O prefeito Ricardo Nunes afirmou nesta quinta-feira (8) que a Prefeitura de São Paulo vai indenizar os comerciantes atingidos pelo projeto de urbanização da comunidade de Paraisópolis, na zona sul da capital. A intervenção prevê mudanças estruturais na área e a remoção de cerca de 2 mil famílias.
Segundo o prefeito, os comerciantes terão o mesmo tratamento destinado aos moradores. A administração municipal fará a avaliação dos imóveis e pagará indenização aos proprietários que precisarem deixar o local. “Eu aprovei uma lei que me permite isso. Avaliamos o valor do imóvel, indenizamos e essas pessoas saem do local. No comércio é a mesma coisa”, afirmou Nunes.
A declaração foi feita durante agenda oficial de entrega de um bosque urbano na zona norte da cidade. O prefeito disse que a prefeitura mantém diálogo com a comunidade para explicar o alcance do projeto e a importância das obras para a região.
A urbanização prevê a remoção das famílias para unidades habitacionais na própria área de Paraisópolis. Enquanto aguardam a entrega dos novos imóveis, os moradores poderão optar pelo auxílio-aluguel. Outra alternativa será a indenização financeira, de acordo com a escolha de cada família.
De acordo com a gestão municipal, o objetivo é requalificar áreas hoje marcadas por vielas estreitas e de difícil acesso, onde não circulam veículos de emergência nem pessoas com mobilidade reduzida. O plano inclui a entrega de empreendimentos já em construção e o uso de terrenos vazios para novas unidades do programa habitacional Pode Entrar. Ao todo, 2.083 moradias estão previstas.
O projeto entra agora na fase de consulta pública. A prefeitura informou que o processo será aberto nos próximos dias para receber sugestões dos moradores. A meta da gestão é iniciar as obras ainda neste ano.
O investimento total na urbanização do Complexo de Paraisópolis é estimado em R$ 1,6 bilhão. Além da favela de Paraisópolis, as obras vão atingir as comunidades Jardim Colombo e Porto Seguro.
Os recursos virão da venda dos Certificados de Potencial Adicional de Construção (Cepacs), utilizados na Operação Urbana Faria Lima. Os títulos permitem a construção de prédios mais altos na região e financiam obras de infraestrutura em outras áreas da cidade.

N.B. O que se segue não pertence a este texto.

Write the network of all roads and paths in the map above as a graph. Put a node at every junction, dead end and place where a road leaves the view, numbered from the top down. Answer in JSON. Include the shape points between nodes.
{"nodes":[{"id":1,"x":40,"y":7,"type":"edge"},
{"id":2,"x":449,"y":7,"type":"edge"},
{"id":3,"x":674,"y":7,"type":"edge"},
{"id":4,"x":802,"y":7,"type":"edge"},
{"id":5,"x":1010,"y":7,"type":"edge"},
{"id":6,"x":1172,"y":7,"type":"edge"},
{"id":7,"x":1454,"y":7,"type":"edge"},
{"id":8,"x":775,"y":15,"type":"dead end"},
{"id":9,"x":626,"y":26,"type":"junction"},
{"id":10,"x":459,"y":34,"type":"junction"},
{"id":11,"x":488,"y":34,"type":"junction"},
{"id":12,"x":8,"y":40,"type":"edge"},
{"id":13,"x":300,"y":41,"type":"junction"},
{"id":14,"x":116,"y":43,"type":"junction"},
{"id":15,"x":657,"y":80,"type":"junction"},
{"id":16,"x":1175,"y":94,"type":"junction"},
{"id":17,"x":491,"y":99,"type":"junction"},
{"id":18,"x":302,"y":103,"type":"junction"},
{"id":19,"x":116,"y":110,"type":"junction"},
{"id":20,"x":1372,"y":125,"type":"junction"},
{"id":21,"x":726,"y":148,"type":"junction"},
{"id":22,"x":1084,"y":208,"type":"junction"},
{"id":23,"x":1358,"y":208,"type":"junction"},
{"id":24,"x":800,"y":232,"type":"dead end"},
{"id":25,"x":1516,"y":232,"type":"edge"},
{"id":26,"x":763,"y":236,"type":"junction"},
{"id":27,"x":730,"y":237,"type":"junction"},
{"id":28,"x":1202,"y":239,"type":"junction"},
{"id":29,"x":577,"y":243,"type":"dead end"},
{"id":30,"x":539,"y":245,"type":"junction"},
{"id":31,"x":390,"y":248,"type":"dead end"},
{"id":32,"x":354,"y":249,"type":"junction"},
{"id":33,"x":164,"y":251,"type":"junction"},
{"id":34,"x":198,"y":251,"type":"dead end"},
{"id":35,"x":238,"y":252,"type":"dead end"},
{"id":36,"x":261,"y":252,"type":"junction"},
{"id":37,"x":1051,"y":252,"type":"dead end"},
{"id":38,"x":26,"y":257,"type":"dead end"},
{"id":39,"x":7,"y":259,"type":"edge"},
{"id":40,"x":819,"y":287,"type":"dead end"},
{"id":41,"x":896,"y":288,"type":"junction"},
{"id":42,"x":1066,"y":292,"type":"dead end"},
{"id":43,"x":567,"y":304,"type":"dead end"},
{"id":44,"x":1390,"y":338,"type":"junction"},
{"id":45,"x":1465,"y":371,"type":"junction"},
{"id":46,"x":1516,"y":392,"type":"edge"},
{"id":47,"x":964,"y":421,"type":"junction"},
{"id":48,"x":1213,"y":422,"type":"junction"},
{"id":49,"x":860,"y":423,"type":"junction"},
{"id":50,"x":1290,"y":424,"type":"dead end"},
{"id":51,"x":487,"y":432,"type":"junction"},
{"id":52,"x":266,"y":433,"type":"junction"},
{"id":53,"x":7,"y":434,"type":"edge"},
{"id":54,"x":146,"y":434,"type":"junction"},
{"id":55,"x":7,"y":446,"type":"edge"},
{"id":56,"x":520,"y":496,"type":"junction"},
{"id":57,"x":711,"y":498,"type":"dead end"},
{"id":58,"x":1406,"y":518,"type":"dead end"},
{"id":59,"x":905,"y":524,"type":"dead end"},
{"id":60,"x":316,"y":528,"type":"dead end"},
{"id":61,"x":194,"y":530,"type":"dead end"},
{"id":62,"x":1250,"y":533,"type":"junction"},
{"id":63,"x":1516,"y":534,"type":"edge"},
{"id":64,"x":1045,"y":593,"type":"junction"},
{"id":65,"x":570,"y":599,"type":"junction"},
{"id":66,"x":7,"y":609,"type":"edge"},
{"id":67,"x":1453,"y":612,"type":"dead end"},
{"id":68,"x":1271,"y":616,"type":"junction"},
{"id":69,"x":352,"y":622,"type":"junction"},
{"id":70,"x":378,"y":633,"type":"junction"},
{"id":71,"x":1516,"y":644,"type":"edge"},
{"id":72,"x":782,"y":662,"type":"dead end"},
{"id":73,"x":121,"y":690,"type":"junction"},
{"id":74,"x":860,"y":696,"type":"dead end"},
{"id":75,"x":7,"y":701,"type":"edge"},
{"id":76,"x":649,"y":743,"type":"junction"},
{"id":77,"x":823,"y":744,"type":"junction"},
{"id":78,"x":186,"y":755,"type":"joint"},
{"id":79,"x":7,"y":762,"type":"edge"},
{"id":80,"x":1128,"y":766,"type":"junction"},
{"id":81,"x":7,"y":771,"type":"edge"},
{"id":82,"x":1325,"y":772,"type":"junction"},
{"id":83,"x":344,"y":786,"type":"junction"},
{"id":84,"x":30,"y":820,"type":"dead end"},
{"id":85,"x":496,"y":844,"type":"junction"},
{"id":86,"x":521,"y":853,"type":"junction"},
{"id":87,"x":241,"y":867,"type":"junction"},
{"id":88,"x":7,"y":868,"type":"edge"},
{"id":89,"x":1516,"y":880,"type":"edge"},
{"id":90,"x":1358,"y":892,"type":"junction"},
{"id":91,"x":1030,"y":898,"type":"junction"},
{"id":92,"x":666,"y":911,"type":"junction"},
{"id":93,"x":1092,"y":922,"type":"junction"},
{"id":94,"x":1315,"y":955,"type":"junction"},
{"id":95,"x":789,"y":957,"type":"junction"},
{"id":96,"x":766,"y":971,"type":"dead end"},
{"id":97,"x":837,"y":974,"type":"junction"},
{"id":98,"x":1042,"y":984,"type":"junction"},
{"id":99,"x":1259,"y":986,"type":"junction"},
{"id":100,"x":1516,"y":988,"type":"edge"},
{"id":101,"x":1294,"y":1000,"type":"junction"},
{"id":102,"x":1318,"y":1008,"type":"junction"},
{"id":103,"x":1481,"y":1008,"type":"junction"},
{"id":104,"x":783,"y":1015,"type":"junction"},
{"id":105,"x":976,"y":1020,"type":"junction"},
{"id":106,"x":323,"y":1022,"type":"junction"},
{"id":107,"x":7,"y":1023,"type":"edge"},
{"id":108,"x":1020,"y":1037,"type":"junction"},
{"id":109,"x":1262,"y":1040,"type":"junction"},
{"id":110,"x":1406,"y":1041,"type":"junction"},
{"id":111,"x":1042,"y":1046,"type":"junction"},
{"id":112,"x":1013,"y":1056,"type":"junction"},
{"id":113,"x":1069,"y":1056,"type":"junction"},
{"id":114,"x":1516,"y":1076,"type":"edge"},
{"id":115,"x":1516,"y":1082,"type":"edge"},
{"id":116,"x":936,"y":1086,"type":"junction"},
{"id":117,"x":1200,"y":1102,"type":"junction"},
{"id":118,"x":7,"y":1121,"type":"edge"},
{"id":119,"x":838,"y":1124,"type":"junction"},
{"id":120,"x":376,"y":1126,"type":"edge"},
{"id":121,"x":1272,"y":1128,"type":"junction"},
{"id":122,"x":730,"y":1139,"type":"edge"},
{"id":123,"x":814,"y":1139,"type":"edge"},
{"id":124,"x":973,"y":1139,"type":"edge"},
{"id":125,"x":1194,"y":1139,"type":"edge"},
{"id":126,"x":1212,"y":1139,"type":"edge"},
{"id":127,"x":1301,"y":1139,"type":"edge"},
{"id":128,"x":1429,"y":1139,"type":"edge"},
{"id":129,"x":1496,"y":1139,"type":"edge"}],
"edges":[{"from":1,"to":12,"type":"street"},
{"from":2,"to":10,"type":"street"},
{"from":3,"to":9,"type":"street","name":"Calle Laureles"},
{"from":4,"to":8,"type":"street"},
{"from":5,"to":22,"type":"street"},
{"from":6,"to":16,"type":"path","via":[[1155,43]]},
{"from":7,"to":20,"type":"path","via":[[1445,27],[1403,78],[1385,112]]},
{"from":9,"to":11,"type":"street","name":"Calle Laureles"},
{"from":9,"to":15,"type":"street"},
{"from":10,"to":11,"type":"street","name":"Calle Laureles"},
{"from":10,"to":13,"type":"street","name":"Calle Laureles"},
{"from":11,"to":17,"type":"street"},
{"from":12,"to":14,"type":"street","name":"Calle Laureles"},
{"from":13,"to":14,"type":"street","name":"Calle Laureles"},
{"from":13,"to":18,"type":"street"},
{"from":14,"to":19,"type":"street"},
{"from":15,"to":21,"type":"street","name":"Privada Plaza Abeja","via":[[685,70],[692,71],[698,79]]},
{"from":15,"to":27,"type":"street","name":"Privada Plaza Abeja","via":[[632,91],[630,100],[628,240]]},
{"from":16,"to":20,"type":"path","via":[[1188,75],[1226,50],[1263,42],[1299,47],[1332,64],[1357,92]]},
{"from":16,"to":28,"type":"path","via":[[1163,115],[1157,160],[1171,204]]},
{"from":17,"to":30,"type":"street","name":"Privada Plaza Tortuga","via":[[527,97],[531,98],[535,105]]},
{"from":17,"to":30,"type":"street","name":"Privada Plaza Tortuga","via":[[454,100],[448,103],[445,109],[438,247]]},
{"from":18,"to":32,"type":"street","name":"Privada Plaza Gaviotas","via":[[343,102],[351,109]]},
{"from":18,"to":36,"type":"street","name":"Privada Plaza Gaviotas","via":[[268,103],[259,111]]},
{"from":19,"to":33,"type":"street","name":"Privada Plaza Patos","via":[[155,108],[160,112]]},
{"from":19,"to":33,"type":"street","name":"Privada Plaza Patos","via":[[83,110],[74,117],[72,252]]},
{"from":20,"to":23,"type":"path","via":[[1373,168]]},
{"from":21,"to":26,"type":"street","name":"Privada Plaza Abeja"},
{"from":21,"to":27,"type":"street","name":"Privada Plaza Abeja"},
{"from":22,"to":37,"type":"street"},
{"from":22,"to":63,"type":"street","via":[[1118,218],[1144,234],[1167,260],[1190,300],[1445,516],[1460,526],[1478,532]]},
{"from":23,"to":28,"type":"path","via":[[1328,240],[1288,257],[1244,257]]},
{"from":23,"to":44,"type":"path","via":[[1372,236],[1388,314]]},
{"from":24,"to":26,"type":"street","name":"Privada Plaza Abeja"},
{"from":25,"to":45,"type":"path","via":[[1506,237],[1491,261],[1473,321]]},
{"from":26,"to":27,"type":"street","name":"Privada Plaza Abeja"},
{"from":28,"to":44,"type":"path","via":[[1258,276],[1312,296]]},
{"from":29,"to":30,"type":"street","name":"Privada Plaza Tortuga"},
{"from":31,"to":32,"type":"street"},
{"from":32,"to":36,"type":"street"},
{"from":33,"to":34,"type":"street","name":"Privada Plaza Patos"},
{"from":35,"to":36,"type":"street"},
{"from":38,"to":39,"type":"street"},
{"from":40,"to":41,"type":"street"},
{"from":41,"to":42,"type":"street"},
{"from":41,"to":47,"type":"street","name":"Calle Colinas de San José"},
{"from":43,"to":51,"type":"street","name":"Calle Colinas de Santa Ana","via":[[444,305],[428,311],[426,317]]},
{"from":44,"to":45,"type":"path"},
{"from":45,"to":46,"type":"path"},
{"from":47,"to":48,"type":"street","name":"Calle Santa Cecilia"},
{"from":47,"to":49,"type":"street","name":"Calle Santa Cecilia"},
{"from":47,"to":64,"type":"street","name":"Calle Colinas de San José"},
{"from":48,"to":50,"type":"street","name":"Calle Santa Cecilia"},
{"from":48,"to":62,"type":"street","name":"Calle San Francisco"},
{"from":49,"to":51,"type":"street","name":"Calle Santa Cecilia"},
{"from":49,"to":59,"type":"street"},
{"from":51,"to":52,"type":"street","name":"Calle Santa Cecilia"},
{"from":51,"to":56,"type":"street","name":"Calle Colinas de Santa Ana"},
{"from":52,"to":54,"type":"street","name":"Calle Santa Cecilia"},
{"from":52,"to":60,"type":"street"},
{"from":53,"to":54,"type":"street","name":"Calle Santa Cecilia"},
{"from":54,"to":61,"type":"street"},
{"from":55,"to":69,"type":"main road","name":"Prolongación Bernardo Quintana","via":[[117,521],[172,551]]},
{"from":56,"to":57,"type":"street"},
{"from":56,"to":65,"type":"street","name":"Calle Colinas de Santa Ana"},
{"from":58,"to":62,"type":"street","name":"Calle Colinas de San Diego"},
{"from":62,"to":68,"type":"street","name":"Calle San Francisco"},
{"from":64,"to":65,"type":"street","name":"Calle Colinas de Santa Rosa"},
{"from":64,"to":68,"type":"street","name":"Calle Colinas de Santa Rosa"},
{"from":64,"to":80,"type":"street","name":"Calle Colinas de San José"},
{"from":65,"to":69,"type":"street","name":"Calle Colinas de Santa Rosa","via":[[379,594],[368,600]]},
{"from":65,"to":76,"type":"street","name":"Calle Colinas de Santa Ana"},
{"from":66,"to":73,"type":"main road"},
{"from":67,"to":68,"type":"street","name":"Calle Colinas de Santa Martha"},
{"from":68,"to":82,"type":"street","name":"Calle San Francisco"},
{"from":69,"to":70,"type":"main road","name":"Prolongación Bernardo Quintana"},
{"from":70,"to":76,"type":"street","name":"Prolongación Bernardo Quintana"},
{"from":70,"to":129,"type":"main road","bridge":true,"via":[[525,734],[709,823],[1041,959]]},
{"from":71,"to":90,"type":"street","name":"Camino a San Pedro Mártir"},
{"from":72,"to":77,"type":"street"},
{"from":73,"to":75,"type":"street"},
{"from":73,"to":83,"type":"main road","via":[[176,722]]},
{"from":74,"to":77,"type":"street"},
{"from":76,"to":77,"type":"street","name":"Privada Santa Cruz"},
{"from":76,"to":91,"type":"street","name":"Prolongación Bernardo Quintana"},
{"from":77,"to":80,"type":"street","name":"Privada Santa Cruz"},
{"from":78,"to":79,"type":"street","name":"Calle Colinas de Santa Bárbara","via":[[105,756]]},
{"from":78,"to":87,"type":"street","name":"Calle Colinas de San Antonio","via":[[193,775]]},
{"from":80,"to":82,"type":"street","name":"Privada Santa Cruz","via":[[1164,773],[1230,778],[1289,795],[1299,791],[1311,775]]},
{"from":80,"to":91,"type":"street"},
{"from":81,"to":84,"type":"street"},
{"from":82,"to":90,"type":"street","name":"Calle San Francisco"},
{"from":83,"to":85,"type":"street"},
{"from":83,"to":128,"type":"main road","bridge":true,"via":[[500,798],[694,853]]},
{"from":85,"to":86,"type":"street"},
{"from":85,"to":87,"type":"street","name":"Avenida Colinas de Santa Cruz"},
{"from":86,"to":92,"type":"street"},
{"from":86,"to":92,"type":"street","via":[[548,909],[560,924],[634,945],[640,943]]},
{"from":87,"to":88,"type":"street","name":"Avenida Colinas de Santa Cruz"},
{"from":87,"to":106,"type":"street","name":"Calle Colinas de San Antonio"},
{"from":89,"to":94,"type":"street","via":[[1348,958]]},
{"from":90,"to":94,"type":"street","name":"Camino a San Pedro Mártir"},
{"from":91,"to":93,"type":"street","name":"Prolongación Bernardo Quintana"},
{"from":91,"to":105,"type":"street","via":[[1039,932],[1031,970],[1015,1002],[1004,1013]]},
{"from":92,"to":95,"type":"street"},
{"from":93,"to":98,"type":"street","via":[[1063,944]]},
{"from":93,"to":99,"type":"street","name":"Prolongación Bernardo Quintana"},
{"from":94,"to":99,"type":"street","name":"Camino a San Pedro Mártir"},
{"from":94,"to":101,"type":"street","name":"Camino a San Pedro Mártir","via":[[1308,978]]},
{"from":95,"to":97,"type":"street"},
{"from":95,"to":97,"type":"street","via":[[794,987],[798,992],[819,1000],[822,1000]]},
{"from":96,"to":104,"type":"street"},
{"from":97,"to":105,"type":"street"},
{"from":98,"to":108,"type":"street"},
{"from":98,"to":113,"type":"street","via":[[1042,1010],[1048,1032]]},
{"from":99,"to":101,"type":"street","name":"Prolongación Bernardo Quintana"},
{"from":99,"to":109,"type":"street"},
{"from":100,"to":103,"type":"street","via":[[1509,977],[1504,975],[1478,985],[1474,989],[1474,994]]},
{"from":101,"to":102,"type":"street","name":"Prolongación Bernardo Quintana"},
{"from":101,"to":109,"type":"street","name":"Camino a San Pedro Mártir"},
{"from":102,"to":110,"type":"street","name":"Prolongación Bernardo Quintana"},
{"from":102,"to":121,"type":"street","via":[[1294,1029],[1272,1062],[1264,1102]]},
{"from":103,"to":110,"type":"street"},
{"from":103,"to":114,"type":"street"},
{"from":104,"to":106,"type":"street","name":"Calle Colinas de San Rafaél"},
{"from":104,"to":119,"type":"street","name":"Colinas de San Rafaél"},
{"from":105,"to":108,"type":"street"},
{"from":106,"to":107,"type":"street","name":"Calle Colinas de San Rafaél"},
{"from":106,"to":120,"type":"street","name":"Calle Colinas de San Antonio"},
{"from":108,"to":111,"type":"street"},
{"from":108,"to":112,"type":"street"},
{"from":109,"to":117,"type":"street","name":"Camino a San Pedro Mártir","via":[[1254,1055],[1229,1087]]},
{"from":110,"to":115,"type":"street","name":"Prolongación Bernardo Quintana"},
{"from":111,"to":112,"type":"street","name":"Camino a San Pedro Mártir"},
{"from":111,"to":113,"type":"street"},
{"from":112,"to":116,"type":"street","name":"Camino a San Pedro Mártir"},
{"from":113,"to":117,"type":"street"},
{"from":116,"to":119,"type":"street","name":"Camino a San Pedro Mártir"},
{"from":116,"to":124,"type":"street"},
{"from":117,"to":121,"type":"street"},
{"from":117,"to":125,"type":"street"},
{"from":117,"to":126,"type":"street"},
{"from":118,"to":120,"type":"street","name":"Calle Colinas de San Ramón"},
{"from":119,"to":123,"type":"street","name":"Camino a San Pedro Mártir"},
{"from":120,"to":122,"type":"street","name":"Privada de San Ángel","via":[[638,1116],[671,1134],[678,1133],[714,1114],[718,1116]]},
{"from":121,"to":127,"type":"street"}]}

Entre as principais intervenções previstas estão a abertura e melhoria de até 17,8 quilômetros de ruas e vielas, o prolongamento da Avenida Hebe Camargo, a criação de uma ligação com a estação São Paulo-Morumbi da Linha 4-Amarela do metrô e a implantação de equipamentos públicos.
O projeto inclui ainda a construção de uma UPA 24 horas, um CAPS, um novo CEU, o Parque Linear Itapaiúna e espaços culturais, como o Pavilhão Cultural do Grotão e a requalificação da Casa Hans Broos, que deve se tornar um polo cultural e artístico da região.